[Collected data entries]
§
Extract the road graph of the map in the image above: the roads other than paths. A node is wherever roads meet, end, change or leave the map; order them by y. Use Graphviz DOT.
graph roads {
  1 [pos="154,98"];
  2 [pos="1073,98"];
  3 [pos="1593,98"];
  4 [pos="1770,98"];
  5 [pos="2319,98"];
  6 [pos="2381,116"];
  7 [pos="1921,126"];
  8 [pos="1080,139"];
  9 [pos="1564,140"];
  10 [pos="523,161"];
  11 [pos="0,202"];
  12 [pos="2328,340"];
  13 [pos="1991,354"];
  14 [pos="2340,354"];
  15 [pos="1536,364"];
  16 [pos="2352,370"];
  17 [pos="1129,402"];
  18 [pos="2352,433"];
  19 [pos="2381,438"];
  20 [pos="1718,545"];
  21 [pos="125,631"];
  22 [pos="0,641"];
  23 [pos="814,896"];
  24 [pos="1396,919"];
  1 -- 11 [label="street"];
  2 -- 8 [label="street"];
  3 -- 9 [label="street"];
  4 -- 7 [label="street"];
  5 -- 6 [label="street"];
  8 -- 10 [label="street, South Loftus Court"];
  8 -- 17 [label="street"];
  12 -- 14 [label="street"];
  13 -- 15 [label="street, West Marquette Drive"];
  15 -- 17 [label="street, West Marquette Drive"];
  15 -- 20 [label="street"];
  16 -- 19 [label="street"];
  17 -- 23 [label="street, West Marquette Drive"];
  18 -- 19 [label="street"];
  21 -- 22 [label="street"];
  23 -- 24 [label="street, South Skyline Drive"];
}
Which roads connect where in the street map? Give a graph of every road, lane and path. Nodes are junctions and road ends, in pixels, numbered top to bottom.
§
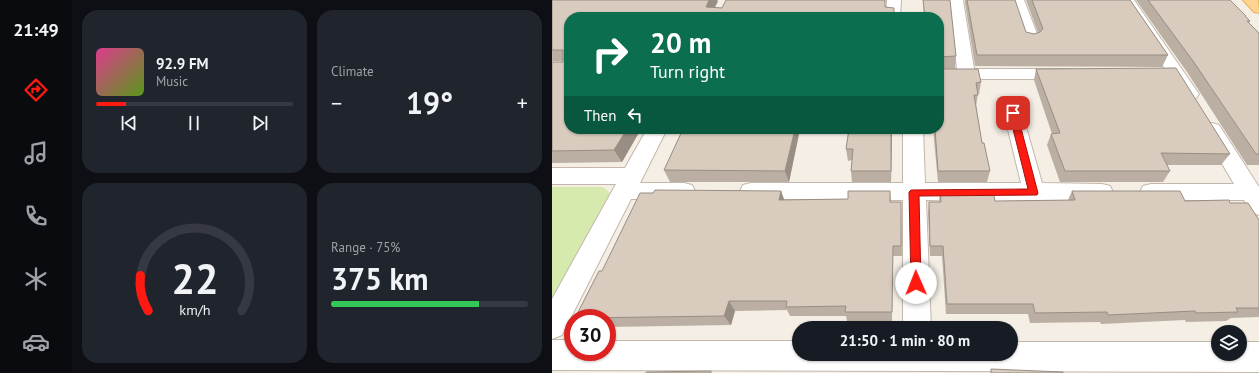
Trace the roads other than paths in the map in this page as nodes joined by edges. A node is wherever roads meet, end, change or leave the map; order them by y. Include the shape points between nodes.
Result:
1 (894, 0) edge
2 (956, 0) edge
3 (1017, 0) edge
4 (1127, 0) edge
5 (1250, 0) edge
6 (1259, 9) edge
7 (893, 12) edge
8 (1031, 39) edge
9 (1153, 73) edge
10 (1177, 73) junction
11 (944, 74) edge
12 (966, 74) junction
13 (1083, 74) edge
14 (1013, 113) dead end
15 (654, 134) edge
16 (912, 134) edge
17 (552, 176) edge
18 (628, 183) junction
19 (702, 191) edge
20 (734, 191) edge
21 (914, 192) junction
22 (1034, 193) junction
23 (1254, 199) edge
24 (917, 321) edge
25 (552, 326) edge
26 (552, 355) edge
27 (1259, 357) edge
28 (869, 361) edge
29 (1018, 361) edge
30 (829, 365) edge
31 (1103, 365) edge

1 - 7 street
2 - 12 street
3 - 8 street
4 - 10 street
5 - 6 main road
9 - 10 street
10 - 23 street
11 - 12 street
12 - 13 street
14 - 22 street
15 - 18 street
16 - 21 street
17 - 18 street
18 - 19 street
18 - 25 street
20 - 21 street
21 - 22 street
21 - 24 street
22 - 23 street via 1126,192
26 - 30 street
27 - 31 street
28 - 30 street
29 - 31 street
§
TASK DETAILS:
Retype, exactly and in full, the lines above from the one containing "Extract the road" through the one containing "Which roads connect".

TASK ANSWER:
Extract the road graph of the map in the image above: the roads other than paths. A node is wherever roads meet, end, change or leave the map; order them by y. Use Graphviz DOT.
graph roads {
  1 [pos="154,98"];
  2 [pos="1073,98"];
  3 [pos="1593,98"];
  4 [pos="1770,98"];
  5 [pos="2319,98"];
  6 [pos="2381,116"];
  7 [pos="1921,126"];
  8 [pos="1080,139"];
  9 [pos="1564,140"];
  10 [pos="523,161"];
  11 [pos="0,202"];
  12 [pos="2328,340"];
  13 [pos="1991,354"];
  14 [pos="2340,354"];
  15 [pos="1536,364"];
  16 [pos="2352,370"];
  17 [pos="1129,402"];
  18 [pos="2352,433"];
  19 [pos="2381,438"];
  20 [pos="1718,545"];
  21 [pos="125,631"];
  22 [pos="0,641"];
  23 [pos="814,896"];
  24 [pos="1396,919"];
  1 -- 11 [label="street"];
  2 -- 8 [label="street"];
  3 -- 9 [label="street"];
  4 -- 7 [label="street"];
  5 -- 6 [label="street"];
  8 -- 10 [label="street, South Loftus Court"];
  8 -- 17 [label="street"];
  12 -- 14 [label="street"];
  13 -- 15 [label="street, West Marquette Drive"];
  15 -- 17 [label="street, West Marquette Drive"];
  15 -- 20 [label="street"];
  16 -- 19 [label="street"];
  17 -- 23 [label="street, West Marquette Drive"];
  18 -- 19 [label="street"];
  21 -- 22 [label="street"];
  23 -- 24 [label="street, South Skyline Drive"];
}
Which roads connect where in the street map? Give a graph of every road, lane and path. Nodes are junctions and road ends, in pixels, numbered top to bottom.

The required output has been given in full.